=== Begin Enclosure ===

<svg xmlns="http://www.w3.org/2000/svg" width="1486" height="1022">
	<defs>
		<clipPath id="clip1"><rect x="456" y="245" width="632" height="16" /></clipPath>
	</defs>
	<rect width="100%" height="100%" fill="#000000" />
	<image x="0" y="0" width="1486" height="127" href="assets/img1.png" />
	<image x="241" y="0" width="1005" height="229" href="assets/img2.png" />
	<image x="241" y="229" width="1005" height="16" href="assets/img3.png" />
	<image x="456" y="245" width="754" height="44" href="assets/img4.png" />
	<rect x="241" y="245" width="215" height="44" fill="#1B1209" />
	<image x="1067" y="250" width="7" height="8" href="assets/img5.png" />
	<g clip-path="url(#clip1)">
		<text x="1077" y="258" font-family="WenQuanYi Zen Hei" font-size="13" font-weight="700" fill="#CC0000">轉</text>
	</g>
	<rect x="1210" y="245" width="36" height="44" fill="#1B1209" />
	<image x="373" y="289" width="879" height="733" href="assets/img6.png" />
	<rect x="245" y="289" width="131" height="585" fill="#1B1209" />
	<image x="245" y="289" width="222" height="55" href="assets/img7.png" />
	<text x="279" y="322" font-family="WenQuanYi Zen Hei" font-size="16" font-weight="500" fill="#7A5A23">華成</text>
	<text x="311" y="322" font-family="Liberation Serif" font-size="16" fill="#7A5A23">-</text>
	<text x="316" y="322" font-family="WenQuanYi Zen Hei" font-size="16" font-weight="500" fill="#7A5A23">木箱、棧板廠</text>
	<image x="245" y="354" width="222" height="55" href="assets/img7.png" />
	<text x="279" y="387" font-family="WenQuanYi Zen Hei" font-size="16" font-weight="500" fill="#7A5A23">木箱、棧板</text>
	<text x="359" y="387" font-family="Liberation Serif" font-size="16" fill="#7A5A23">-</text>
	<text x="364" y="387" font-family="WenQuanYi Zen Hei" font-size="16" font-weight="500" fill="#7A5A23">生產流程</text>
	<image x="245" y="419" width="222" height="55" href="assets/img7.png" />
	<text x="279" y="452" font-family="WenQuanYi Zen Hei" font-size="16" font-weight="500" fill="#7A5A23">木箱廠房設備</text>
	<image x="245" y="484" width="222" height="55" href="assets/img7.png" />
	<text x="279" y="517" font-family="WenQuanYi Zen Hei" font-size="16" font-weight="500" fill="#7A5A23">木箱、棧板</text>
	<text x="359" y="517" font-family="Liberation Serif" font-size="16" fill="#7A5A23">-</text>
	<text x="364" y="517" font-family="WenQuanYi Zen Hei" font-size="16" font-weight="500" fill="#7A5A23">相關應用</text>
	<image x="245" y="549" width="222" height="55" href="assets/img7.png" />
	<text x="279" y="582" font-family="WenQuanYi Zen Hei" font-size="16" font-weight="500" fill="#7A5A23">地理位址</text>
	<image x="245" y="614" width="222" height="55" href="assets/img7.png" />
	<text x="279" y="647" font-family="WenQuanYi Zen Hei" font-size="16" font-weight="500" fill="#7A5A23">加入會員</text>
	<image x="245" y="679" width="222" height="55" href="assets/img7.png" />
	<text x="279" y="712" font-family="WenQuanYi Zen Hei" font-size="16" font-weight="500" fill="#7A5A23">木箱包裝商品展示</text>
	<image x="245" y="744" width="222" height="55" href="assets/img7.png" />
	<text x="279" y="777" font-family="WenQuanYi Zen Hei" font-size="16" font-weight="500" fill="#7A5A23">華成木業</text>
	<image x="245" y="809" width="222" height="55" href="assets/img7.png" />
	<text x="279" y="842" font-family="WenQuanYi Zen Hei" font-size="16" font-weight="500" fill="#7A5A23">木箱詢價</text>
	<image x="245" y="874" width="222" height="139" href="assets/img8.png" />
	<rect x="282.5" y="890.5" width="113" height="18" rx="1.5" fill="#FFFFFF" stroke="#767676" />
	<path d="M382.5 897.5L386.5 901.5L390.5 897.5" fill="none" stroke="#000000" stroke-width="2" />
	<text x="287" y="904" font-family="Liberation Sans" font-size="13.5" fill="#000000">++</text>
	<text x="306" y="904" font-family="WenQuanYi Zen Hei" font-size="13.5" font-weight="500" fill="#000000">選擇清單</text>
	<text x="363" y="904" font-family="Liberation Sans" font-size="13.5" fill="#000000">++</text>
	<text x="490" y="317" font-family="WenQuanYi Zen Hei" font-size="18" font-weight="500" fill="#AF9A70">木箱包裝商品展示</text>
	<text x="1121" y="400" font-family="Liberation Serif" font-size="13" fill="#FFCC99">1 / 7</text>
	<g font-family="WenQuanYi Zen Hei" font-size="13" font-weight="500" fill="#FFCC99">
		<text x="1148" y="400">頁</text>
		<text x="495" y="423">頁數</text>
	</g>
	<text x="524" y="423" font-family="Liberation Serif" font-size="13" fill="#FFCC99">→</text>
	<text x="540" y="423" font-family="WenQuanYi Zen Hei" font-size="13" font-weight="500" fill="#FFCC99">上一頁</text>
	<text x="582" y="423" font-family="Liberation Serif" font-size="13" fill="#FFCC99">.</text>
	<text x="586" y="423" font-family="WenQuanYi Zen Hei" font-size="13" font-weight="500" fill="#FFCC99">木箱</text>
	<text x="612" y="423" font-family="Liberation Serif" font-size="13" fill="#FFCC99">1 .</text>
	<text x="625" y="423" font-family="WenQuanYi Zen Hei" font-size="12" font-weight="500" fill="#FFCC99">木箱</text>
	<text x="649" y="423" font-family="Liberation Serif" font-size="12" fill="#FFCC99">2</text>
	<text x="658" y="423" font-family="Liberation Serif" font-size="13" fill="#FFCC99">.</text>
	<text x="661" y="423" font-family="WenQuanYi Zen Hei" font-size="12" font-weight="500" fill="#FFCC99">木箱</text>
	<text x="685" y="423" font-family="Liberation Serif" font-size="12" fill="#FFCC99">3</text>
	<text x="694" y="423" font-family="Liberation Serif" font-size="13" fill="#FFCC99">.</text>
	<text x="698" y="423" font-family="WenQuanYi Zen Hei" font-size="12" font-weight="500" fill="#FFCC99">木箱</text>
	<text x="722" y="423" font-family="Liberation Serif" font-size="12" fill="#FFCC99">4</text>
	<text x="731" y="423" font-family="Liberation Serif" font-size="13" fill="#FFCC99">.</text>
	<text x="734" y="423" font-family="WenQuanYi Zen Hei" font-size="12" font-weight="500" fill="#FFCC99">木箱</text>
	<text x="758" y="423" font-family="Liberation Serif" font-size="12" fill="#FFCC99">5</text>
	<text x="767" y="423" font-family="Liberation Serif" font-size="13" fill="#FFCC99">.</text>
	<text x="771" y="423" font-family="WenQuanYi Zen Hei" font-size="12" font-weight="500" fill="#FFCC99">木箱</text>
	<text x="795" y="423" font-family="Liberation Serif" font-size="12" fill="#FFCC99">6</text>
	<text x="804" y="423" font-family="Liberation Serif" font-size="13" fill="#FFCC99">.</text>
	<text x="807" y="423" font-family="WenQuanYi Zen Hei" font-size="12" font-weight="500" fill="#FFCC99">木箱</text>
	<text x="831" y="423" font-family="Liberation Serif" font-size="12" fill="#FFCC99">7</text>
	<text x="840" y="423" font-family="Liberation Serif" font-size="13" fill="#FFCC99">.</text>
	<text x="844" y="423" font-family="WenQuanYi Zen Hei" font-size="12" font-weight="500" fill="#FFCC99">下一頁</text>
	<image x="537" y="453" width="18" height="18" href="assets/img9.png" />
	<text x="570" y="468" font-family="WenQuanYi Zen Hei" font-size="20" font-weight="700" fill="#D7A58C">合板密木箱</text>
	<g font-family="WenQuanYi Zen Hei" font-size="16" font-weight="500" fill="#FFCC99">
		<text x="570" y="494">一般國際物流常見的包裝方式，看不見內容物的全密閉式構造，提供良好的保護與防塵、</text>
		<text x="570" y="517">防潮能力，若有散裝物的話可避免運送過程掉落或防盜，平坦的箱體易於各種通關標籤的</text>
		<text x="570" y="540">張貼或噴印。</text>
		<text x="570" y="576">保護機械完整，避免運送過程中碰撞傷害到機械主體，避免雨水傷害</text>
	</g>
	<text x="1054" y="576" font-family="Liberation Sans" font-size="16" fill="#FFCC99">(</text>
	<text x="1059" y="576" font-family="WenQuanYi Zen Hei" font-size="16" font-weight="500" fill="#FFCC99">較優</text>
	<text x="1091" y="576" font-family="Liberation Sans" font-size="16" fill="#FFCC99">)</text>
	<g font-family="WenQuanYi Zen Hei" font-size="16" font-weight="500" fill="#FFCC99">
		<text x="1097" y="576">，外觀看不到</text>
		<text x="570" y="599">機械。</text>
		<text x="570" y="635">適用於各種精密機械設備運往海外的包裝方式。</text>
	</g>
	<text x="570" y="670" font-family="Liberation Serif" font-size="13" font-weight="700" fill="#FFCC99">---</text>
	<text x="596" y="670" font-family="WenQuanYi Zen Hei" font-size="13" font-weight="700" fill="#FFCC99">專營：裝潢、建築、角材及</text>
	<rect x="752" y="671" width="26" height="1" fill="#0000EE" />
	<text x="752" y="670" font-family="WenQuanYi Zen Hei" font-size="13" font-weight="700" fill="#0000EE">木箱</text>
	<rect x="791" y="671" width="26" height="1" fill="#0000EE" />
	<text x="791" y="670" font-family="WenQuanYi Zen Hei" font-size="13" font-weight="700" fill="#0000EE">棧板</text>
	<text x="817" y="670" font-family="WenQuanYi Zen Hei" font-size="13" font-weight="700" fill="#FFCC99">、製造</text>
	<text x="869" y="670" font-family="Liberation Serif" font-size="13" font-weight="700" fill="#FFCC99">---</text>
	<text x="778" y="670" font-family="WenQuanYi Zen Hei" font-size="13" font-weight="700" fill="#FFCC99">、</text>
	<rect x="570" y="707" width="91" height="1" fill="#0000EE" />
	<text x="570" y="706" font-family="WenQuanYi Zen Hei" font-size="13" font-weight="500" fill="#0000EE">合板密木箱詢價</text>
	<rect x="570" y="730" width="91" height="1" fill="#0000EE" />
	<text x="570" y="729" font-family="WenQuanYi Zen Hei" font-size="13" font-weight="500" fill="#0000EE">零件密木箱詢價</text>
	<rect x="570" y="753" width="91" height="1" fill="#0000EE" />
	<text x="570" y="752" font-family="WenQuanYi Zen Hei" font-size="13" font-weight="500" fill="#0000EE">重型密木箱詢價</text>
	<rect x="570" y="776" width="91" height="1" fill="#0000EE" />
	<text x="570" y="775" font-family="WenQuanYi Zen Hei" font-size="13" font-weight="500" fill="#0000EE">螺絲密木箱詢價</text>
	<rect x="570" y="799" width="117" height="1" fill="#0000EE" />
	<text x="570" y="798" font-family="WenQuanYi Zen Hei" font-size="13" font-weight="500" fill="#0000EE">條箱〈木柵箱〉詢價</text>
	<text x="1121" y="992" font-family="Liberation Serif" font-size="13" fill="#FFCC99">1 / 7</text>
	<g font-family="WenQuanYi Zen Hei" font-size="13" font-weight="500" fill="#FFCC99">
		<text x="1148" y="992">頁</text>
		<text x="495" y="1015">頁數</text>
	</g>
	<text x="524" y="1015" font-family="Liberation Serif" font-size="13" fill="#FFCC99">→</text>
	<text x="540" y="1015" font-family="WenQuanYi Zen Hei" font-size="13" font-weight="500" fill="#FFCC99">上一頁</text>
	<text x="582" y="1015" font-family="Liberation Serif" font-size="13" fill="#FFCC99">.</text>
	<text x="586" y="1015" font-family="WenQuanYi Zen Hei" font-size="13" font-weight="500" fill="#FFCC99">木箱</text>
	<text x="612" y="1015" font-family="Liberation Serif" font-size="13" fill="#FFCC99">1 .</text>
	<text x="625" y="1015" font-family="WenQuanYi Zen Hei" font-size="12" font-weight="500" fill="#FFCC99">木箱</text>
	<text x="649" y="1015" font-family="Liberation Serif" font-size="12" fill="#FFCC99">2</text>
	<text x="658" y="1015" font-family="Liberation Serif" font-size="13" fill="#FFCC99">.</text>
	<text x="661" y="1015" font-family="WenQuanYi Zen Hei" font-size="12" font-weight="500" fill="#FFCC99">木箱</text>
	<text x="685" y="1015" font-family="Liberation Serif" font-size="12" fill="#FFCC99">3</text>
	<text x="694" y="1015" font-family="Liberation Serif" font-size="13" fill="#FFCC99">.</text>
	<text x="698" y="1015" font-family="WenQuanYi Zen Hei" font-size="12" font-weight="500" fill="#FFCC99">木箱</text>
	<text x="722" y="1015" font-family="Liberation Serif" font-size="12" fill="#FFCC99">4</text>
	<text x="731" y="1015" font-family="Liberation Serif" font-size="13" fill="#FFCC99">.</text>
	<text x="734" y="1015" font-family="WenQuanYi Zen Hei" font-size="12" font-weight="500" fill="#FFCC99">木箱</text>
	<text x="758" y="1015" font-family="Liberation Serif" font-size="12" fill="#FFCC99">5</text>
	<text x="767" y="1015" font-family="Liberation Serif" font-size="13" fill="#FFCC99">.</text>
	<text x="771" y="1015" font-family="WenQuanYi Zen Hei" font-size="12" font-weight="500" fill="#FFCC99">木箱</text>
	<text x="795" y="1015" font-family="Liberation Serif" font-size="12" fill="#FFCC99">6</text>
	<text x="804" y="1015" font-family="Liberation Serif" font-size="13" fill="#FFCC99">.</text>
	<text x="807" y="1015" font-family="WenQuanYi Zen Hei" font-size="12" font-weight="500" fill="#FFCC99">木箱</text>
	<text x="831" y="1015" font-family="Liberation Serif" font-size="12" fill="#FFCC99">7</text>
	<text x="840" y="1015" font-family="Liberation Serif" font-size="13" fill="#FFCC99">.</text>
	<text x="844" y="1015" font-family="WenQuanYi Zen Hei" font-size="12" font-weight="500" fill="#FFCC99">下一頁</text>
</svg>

=== End Enclosure ===

**Exercise requirements:** Pull every line with the word "木箱包裝商品展示" from the data.

**Result:**
	<text x="279" y="712" font-family="WenQuanYi Zen Hei" font-size="16" font-weight="500" fill="#7A5A23">木箱包裝商品展示</text>
	<text x="490" y="317" font-family="WenQuanYi Zen Hei" font-size="18" font-weight="500" fill="#AF9A70">木箱包裝商品展示</text>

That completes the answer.